Having had something of a chuckle at Henge for their pseudo-space mythology and psychedelic psilliness, I find myself squaring up to purveyors of genre-straddling experimental doom, Codex Serafani. Their biography explains: ‘Their journey started a long time ago, some say on Saturn, some say in the subconscious of the human psyche, coming out in different manners through the ages, channeled by mystics, witch doctors, shamans, free thinkers, free spirits. But we do know that what has become Codex Serafini travelled here from their home world on Enceladus in 2019 and crash landed into the music scene of Sussex.’ Of course they did.

But what are the chances that a I’m writing this review, an article from The Guardian pops up in my news feed reporting on how astronomers have spotted a six-thousand mile plume of water vapour blasting from Enceladus – a small moon belonging to Saturn believed to be one of the most promising places in the solar system to find life beyond Earth? As coincidences go, this was an usual one, and one which befits this band.

With a name which references Luigi Serafini’s Codex Seraphinianus, an illustrated encyclopaedia of an imaginary world, written in an imaginary language, it’s clear these guys have a keen interest in the realms of fantasy and mythology, to state it lightly.

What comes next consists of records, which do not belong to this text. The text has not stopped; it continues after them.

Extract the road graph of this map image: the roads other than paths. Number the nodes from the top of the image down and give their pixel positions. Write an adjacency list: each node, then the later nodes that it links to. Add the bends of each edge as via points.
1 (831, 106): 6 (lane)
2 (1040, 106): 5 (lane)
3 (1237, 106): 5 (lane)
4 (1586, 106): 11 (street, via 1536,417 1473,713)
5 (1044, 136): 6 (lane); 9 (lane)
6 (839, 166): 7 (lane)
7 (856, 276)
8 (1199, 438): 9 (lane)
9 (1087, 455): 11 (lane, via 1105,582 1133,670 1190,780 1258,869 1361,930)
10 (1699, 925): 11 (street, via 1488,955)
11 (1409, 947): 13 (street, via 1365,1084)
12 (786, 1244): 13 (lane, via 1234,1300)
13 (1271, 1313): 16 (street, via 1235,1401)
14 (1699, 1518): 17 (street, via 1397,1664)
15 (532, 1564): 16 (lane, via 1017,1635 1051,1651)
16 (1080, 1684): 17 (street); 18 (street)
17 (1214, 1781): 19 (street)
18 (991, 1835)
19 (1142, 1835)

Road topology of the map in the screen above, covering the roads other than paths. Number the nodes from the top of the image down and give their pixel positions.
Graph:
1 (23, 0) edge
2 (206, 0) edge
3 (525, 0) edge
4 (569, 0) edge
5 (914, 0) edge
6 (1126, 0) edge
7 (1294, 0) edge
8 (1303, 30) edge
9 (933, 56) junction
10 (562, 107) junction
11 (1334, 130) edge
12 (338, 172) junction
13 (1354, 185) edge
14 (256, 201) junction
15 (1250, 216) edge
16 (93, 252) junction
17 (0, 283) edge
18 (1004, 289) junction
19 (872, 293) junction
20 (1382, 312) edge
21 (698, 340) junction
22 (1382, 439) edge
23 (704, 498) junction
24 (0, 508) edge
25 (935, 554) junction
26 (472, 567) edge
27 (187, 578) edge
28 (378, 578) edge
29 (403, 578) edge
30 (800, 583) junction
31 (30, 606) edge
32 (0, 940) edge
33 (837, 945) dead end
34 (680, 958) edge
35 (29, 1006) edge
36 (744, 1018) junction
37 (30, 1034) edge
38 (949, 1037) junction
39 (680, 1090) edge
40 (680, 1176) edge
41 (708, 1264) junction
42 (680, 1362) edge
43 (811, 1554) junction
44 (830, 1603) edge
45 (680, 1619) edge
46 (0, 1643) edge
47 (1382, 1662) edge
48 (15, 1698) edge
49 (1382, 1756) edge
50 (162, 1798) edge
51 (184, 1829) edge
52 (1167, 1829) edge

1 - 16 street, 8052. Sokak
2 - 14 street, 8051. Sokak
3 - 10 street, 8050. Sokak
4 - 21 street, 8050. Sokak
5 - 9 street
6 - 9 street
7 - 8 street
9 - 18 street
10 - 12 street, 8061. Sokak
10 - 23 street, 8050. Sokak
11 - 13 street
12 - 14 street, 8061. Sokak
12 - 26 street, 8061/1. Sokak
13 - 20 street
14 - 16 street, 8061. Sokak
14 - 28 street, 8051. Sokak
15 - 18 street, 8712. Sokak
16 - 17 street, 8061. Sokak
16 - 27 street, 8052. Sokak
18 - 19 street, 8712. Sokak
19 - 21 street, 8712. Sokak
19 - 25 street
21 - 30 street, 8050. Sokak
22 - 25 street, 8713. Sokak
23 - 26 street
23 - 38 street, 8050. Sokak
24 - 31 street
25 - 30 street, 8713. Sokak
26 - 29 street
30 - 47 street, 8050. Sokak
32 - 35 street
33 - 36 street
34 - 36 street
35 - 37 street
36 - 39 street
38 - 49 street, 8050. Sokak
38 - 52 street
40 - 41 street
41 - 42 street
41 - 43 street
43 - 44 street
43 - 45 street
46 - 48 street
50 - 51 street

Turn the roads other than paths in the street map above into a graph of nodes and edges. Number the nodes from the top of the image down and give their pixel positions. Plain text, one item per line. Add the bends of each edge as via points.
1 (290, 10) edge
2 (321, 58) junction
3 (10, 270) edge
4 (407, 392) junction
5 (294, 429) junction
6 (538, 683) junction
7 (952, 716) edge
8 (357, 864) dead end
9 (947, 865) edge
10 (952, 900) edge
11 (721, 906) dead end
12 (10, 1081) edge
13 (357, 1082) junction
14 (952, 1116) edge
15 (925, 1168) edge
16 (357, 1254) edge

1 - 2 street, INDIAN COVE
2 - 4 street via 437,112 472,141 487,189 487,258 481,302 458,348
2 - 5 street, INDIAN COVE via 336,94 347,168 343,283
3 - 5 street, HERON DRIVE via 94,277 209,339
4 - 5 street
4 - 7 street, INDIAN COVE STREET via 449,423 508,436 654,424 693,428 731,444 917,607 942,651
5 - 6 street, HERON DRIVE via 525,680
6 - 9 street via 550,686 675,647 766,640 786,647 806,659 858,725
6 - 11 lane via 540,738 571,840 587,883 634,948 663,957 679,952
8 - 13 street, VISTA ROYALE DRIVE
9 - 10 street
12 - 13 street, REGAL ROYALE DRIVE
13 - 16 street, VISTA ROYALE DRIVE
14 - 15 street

I suppose that the concept piece whereby the concept includes the artist as much as, if not more than, the album goes back to Bowie – but back in 1972, this was new and novel, and moreover, Bowie was unique and an artist whom you could almost believe was from another planet. But even then, however much the concept became all-encompassing, it was also clear that the concept was a persona. But to base an entire career on a persona – not a media or public persona, but a far-fetched one which requires the suspension of disbelief – can be somewhat limiting. Where do you go when you’ve explored the concept to its logical limits?

In creating such a vast and multi-faceted alternative universe, Codex Serafini have ensured an abundance of time and space in which to explore and expand their concept, and rather than it being self-limiting, the challenge will be to test the capacity of their imagination, not only conceptually, but also musically.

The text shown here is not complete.